======== THE RECORDS
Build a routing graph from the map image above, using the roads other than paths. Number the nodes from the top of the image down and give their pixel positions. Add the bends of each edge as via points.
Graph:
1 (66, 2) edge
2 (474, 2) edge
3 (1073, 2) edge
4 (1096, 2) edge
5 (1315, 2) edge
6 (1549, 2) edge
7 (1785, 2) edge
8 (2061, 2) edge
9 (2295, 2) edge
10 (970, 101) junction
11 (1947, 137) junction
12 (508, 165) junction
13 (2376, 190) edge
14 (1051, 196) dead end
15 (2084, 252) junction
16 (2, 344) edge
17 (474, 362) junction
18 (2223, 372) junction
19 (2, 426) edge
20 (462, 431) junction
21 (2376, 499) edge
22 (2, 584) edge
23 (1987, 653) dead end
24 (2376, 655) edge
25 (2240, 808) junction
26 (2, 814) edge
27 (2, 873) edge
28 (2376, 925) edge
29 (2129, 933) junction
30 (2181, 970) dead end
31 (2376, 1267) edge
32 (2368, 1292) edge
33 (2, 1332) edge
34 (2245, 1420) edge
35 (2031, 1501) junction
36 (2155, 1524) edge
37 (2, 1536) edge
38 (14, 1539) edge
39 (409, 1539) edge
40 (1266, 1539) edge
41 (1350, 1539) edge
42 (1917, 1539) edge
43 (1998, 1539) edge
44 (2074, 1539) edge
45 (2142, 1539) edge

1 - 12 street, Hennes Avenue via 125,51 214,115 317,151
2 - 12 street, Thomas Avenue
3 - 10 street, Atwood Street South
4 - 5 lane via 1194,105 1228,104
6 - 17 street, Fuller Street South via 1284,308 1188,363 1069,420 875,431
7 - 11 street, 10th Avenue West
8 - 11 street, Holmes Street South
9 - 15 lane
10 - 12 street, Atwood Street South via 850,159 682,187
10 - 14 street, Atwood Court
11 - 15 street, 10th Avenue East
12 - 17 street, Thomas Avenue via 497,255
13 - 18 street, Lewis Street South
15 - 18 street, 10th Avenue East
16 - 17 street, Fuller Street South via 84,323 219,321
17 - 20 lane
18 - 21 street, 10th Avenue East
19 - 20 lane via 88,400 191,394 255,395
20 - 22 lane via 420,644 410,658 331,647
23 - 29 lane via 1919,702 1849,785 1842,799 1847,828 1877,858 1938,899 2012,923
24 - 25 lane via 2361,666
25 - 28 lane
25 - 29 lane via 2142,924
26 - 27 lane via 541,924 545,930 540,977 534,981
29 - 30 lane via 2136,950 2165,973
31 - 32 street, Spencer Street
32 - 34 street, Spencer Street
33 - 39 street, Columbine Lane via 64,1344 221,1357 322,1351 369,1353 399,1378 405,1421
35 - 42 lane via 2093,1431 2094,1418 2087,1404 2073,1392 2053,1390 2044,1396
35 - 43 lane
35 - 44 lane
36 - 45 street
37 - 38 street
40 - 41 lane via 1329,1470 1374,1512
================
ABOUT THIS EXERCISE: Word for word, repeat every record.

ANSWER TO THIS PROBLEM:
Build a routing graph from the map image above, using the roads other than paths. Number the nodes from the top of the image down and give their pixel positions. Add the bends of each edge as via points.
Graph:
1 (66, 2) edge
2 (474, 2) edge
3 (1073, 2) edge
4 (1096, 2) edge
5 (1315, 2) edge
6 (1549, 2) edge
7 (1785, 2) edge
8 (2061, 2) edge
9 (2295, 2) edge
10 (970, 101) junction
11 (1947, 137) junction
12 (508, 165) junction
13 (2376, 190) edge
14 (1051, 196) dead end
15 (2084, 252) junction
16 (2, 344) edge
17 (474, 362) junction
18 (2223, 372) junction
19 (2, 426) edge
20 (462, 431) junction
21 (2376, 499) edge
22 (2, 584) edge
23 (1987, 653) dead end
24 (2376, 655) edge
25 (2240, 808) junction
26 (2, 814) edge
27 (2, 873) edge
28 (2376, 925) edge
29 (2129, 933) junction
30 (2181, 970) dead end
31 (2376, 1267) edge
32 (2368, 1292) edge
33 (2, 1332) edge
34 (2245, 1420) edge
35 (2031, 1501) junction
36 (2155, 1524) edge
37 (2, 1536) edge
38 (14, 1539) edge
39 (409, 1539) edge
40 (1266, 1539) edge
41 (1350, 1539) edge
42 (1917, 1539) edge
43 (1998, 1539) edge
44 (2074, 1539) edge
45 (2142, 1539) edge

1 - 12 street, Hennes Avenue via 125,51 214,115 317,151
2 - 12 street, Thomas Avenue
3 - 10 street, Atwood Street South
4 - 5 lane via 1194,105 1228,104
6 - 17 street, Fuller Street South via 1284,308 1188,363 1069,420 875,431
7 - 11 street, 10th Avenue West
8 - 11 street, Holmes Street South
9 - 15 lane
10 - 12 street, Atwood Street South via 850,159 682,187
10 - 14 street, Atwood Court
11 - 15 street, 10th Avenue East
12 - 17 street, Thomas Avenue via 497,255
13 - 18 street, Lewis Street South
15 - 18 street, 10th Avenue East
16 - 17 street, Fuller Street South via 84,323 219,321
17 - 20 lane
18 - 21 street, 10th Avenue East
19 - 20 lane via 88,400 191,394 255,395
20 - 22 lane via 420,644 410,658 331,647
23 - 29 lane via 1919,702 1849,785 1842,799 1847,828 1877,858 1938,899 2012,923
24 - 25 lane via 2361,666
25 - 28 lane
25 - 29 lane via 2142,924
26 - 27 lane via 541,924 545,930 540,977 534,981
29 - 30 lane via 2136,950 2165,973
31 - 32 street, Spencer Street
32 - 34 street, Spencer Street
33 - 39 street, Columbine Lane via 64,1344 221,1357 322,1351 369,1353 399,1378 405,1421
35 - 42 lane via 2093,1431 2094,1418 2087,1404 2073,1392 2053,1390 2044,1396
35 - 43 lane
35 - 44 lane
36 - 45 street
37 - 38 street
40 - 41 lane via 1329,1470 1374,1512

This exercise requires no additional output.